The plan was to land it on an autonomous uncrewed barge stationed east of Cape Canaveral. As the rocket descended, steerable fins affixed to its outside would have helped guide it and slow it down. As it nearedthe barge, a set of legs would have unfolded from its bottom, which should have allowed it to land gently upright.

It might sound straightforward, but this is an extremely difficult, unprecedented maneuver, and Musk only predicted a 50 percent success rate during the previous attempts. Rockets are primarily designed to launch spacecrafts into orbit, which means that they’re very tricky to slow down and steer on the way down. Still, the company says it’s addressed the mechanical failures that doomed the last two attempts.

Unfortunately, the launch failure rendered the landing attempt moot.

Why SpaceX wants to reuse a rocket

One of the factors that makes space travel so expensive that most of the equipment used to put cargo or people in orbit is destroyed after each use. As SpaceX put it in a recent press release, “We don’t throw away an airplane after a one-way trip from LA to New York.
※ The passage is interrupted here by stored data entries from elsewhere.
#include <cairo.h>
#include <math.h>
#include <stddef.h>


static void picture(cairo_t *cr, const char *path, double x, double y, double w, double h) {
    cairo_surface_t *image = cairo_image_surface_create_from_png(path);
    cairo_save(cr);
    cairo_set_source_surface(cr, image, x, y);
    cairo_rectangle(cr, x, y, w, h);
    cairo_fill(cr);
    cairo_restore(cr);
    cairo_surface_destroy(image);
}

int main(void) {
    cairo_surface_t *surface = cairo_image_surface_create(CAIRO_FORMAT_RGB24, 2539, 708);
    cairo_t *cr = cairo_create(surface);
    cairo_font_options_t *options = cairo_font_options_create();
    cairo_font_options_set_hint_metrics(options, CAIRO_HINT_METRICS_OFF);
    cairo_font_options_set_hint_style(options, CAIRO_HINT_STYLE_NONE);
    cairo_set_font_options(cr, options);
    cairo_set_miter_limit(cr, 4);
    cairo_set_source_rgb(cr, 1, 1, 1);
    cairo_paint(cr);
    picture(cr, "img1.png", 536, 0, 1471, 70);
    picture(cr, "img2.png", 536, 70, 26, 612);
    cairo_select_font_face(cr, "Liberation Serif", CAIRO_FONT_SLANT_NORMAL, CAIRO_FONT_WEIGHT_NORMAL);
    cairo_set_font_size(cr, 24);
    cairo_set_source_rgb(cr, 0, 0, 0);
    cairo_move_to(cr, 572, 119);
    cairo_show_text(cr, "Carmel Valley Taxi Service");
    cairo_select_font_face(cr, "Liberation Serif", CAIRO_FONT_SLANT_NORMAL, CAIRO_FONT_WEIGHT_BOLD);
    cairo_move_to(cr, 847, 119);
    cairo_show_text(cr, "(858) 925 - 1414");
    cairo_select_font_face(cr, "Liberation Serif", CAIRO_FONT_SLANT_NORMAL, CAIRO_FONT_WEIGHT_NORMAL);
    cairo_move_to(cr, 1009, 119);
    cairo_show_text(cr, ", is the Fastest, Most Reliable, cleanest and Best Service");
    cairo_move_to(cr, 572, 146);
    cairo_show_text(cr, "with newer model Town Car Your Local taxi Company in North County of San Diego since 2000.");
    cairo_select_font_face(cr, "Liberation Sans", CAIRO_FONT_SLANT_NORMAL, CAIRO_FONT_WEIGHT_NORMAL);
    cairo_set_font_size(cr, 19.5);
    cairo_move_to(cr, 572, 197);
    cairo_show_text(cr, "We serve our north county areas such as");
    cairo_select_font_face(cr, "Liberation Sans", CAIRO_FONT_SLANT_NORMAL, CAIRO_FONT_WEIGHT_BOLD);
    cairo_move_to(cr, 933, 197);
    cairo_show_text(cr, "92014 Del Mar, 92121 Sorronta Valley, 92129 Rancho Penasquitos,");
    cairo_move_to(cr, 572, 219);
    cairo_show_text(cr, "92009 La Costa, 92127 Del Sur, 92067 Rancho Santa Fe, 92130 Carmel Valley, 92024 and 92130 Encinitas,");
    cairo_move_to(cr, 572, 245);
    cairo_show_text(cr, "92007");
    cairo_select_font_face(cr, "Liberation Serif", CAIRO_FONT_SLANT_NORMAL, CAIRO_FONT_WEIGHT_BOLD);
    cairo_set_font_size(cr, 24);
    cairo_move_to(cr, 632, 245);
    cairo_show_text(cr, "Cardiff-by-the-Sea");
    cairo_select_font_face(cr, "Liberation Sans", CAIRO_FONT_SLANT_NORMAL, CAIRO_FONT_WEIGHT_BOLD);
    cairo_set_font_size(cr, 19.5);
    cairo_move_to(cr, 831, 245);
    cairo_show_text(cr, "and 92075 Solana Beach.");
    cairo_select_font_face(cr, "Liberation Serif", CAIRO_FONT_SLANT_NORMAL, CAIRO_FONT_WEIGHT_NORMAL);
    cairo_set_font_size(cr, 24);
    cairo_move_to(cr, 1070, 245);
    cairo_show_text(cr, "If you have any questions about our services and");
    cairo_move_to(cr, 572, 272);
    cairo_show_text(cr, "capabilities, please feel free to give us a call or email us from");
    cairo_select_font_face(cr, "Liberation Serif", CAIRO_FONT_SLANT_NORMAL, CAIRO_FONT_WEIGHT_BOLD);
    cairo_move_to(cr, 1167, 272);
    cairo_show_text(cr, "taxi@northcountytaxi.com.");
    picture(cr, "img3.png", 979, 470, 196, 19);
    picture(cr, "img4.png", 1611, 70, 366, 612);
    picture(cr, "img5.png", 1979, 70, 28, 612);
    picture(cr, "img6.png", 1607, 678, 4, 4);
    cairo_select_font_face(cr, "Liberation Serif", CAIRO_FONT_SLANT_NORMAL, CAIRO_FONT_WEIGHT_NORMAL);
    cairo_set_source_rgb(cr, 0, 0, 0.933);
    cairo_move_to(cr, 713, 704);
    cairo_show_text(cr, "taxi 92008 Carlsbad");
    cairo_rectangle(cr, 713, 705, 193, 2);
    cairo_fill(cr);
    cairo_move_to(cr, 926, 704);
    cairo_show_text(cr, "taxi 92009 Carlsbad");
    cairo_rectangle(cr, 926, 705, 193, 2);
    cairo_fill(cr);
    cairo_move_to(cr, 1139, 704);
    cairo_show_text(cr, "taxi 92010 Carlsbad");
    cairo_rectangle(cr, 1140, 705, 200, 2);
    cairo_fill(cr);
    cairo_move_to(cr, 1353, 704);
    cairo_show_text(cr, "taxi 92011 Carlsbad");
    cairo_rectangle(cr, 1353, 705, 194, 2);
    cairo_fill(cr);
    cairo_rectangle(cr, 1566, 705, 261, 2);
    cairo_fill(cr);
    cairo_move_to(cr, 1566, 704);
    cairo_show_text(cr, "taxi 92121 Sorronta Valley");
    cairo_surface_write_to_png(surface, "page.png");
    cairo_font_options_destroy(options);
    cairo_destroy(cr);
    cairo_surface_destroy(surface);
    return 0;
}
Each new plane costs about the same as one of our Falcon 9 rockets, but takes off and lands many times per day and is likely to conduct tens of thousands of flights over its lifetime.”

From the beginning, this company has sought to make spaceflight cheaper with reusable components. Initially, SpaceX tried to use parachutes to slow down rocket stages as they descended. But they broke apart from stress and heat, so in 2011 the company switched to the current powered landing approach.

Building a new Falcon 9 rocket costs $54 million, but using it to put a payload into orbit takes only about $200,000 of fuel. While it’ll cost some money to refurbish, the rocket is still by far the most expensive component of their launch system — and reusing one, instead of building a new one each time, would hugely reduce launch costs.

As a result, figuring out a way to reuse the rocket could make all sorts of missions — commercial satellite launches, collaborations with NASA, and perhaps even space tourism — cheaper by orders of magnitude, opening up all sorts of new possibilities in spaceflight.